- _TASK REQUIREMENTS_: Using the data below, return the stretch from the line that contains "index mcp: (839, 731)" through the line that contains "thumb ip: (1055, 777)", both included, exactly as it stands and nothing beyond it.

- _PROVIDED RECORDS_:

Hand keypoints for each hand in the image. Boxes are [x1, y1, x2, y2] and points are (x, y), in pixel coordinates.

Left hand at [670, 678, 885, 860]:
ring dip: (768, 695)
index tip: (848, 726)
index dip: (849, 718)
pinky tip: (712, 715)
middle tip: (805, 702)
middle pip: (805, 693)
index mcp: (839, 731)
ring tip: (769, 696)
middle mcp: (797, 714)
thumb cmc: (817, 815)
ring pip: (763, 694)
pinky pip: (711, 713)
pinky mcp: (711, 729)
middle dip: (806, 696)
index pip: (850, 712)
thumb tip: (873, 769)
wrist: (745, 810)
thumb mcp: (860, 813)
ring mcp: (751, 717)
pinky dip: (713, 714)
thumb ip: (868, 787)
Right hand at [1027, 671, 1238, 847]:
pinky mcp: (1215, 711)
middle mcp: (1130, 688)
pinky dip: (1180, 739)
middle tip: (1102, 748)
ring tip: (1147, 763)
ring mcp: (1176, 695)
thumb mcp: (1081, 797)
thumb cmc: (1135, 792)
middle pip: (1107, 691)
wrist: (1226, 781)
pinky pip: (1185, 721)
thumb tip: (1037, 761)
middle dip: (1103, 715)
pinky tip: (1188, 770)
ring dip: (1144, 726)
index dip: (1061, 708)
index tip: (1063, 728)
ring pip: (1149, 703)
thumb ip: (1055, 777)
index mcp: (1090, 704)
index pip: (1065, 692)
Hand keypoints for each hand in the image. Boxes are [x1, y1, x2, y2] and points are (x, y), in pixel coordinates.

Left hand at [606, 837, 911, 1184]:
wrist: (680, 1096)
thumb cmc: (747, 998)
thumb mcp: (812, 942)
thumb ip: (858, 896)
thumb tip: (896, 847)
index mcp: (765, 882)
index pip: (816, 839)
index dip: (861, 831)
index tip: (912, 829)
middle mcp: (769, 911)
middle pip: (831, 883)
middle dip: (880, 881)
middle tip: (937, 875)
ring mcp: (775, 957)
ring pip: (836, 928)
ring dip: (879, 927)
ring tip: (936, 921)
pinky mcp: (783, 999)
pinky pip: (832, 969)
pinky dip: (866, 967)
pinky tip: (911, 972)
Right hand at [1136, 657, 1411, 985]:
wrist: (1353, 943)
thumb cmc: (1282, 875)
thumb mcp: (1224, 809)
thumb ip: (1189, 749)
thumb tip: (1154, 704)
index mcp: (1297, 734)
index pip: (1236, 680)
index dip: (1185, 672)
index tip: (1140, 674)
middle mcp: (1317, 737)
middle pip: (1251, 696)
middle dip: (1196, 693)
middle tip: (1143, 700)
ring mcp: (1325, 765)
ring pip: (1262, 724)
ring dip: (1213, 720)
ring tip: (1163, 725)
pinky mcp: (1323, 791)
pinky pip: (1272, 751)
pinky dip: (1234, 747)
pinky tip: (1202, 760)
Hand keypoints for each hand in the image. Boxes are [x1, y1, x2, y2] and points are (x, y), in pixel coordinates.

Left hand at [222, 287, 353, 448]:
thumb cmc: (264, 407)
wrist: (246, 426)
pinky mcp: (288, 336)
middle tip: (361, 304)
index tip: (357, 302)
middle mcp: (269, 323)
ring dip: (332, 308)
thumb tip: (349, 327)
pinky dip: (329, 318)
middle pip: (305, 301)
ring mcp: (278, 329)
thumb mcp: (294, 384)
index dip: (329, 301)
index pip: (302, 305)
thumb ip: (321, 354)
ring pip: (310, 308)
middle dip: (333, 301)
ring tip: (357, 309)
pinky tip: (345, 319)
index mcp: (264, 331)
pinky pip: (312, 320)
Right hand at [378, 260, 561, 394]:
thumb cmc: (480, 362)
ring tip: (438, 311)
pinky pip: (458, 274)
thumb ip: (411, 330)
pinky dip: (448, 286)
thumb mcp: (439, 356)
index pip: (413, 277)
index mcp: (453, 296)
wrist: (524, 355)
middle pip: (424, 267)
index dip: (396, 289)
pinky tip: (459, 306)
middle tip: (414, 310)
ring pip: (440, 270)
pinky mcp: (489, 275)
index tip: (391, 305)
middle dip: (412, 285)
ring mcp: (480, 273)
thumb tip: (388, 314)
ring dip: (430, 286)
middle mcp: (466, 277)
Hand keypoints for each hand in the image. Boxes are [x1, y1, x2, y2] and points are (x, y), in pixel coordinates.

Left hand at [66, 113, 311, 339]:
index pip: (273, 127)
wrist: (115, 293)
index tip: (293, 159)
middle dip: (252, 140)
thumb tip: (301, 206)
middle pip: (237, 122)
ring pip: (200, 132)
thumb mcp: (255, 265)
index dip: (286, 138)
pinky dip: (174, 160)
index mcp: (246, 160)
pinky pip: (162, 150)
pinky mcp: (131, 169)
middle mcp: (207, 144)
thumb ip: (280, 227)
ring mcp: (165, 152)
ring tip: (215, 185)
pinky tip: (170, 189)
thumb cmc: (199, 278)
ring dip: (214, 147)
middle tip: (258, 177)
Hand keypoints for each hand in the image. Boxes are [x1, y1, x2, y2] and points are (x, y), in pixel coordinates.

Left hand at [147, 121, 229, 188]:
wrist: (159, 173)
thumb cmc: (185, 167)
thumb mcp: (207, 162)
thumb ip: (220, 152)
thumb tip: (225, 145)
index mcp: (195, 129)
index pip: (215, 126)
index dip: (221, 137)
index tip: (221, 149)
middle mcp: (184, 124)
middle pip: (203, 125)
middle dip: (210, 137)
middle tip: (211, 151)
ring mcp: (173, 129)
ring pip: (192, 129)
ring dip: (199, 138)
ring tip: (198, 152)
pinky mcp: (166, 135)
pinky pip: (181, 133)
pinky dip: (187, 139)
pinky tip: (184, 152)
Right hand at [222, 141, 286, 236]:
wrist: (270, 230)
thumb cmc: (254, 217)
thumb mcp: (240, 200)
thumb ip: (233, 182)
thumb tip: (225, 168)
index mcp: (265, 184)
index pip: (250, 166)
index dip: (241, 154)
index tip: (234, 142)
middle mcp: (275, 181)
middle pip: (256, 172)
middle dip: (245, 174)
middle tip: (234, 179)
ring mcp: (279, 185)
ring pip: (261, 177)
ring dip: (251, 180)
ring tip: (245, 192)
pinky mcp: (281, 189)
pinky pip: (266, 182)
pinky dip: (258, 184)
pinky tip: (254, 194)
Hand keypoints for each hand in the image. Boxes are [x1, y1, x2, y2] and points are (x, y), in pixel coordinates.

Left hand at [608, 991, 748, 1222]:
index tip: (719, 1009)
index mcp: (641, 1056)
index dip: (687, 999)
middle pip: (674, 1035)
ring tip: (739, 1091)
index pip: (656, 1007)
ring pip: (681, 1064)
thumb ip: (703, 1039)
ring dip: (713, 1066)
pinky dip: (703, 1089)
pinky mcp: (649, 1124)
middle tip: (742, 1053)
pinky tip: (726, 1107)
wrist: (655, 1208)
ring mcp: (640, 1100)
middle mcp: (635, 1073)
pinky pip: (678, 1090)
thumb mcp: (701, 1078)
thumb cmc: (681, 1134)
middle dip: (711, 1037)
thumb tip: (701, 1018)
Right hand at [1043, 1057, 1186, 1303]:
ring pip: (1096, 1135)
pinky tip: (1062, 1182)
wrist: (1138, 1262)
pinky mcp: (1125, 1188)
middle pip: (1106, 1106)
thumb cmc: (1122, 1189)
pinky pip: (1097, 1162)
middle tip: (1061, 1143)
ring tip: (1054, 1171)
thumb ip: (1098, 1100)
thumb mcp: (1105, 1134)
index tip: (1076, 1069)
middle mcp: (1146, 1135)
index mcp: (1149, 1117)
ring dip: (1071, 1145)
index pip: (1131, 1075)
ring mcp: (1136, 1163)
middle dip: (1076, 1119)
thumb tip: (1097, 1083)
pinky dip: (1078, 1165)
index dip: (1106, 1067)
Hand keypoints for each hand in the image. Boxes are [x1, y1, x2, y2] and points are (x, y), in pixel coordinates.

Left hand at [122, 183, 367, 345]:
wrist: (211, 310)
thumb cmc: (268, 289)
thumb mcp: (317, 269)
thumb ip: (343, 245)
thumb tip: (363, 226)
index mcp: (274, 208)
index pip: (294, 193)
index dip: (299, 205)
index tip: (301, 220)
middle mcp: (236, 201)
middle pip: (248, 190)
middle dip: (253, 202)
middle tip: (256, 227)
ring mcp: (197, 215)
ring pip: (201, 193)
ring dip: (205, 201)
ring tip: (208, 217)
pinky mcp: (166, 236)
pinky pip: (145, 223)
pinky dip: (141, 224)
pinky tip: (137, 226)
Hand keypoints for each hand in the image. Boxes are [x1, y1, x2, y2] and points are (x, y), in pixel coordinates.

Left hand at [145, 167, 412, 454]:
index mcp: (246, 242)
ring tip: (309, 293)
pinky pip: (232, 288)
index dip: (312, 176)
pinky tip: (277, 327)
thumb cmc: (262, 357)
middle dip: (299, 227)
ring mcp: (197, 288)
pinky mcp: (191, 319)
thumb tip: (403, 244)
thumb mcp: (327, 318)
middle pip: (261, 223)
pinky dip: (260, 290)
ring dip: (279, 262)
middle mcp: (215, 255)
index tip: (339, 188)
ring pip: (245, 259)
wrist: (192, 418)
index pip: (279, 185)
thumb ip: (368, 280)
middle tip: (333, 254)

- _TASK RESPONSE_:
index mcp: (839, 731)
ring tip: (769, 696)
middle mcp: (797, 714)
thumb cmc: (817, 815)
ring pip: (763, 694)
pinky pip: (711, 713)
pinky mcp: (711, 729)
middle dip: (806, 696)
index pip: (850, 712)
thumb tip: (873, 769)
wrist: (745, 810)
thumb mcp: (860, 813)
ring mcp: (751, 717)
pinky dip: (713, 714)
thumb ip: (868, 787)
Right hand at [1027, 671, 1238, 847]:
pinky mcp: (1215, 711)
middle mcp: (1130, 688)
pinky dip: (1180, 739)
middle tip: (1102, 748)
ring tip: (1147, 763)
ring mcp: (1176, 695)
thumb mcp: (1081, 797)
thumb cmc: (1135, 792)
middle pip: (1107, 691)
wrist: (1226, 781)
pinky pip: (1185, 721)
thumb tip: (1037, 761)
middle dip: (1103, 715)
pinky tip: (1188, 770)
ring dip: (1144, 726)
index dip: (1061, 708)
index tip: (1063, 728)
ring pip: (1149, 703)
thumb ip: (1055, 777)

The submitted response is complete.